START Material for the task

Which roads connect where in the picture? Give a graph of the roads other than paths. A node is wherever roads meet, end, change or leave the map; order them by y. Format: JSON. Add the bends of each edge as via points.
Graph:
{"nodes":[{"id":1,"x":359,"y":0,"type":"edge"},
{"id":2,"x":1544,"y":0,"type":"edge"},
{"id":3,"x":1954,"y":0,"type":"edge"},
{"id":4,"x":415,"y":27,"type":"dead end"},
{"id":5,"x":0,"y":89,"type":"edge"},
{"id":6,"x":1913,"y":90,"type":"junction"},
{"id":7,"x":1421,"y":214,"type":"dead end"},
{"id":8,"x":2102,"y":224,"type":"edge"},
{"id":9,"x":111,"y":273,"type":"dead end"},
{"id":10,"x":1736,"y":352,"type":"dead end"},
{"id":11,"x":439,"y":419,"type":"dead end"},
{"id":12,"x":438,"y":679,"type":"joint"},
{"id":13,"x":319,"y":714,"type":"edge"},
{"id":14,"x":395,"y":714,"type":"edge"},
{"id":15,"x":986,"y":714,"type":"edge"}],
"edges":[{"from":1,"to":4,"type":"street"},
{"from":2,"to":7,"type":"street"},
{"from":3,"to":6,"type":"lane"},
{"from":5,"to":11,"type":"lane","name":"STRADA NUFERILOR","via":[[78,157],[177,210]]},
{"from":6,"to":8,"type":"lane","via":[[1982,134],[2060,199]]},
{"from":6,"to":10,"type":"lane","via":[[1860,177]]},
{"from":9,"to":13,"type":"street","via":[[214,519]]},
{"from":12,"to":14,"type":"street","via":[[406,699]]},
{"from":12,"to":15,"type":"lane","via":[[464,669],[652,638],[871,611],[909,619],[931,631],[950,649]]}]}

END Material for the task

### [Task requirements]
Could you output every record above exactly as written?

### [Output for this exercise]
Which roads connect where in the picture? Give a graph of the roads other than paths. A node is wherever roads meet, end, change or leave the map; order them by y. Format: JSON. Add the bends of each edge as via points.
Graph:
{"nodes":[{"id":1,"x":359,"y":0,"type":"edge"},
{"id":2,"x":1544,"y":0,"type":"edge"},
{"id":3,"x":1954,"y":0,"type":"edge"},
{"id":4,"x":415,"y":27,"type":"dead end"},
{"id":5,"x":0,"y":89,"type":"edge"},
{"id":6,"x":1913,"y":90,"type":"junction"},
{"id":7,"x":1421,"y":214,"type":"dead end"},
{"id":8,"x":2102,"y":224,"type":"edge"},
{"id":9,"x":111,"y":273,"type":"dead end"},
{"id":10,"x":1736,"y":352,"type":"dead end"},
{"id":11,"x":439,"y":419,"type":"dead end"},
{"id":12,"x":438,"y":679,"type":"joint"},
{"id":13,"x":319,"y":714,"type":"edge"},
{"id":14,"x":395,"y":714,"type":"edge"},
{"id":15,"x":986,"y":714,"type":"edge"}],
"edges":[{"from":1,"to":4,"type":"street"},
{"from":2,"to":7,"type":"street"},
{"from":3,"to":6,"type":"lane"},
{"from":5,"to":11,"type":"lane","name":"STRADA NUFERILOR","via":[[78,157],[177,210]]},
{"from":6,"to":8,"type":"lane","via":[[1982,134],[2060,199]]},
{"from":6,"to":10,"type":"lane","via":[[1860,177]]},
{"from":9,"to":13,"type":"street","via":[[214,519]]},
{"from":12,"to":14,"type":"street","via":[[406,699]]},
{"from":12,"to":15,"type":"lane","via":[[464,669],[652,638],[871,611],[909,619],[931,631],[950,649]]}]}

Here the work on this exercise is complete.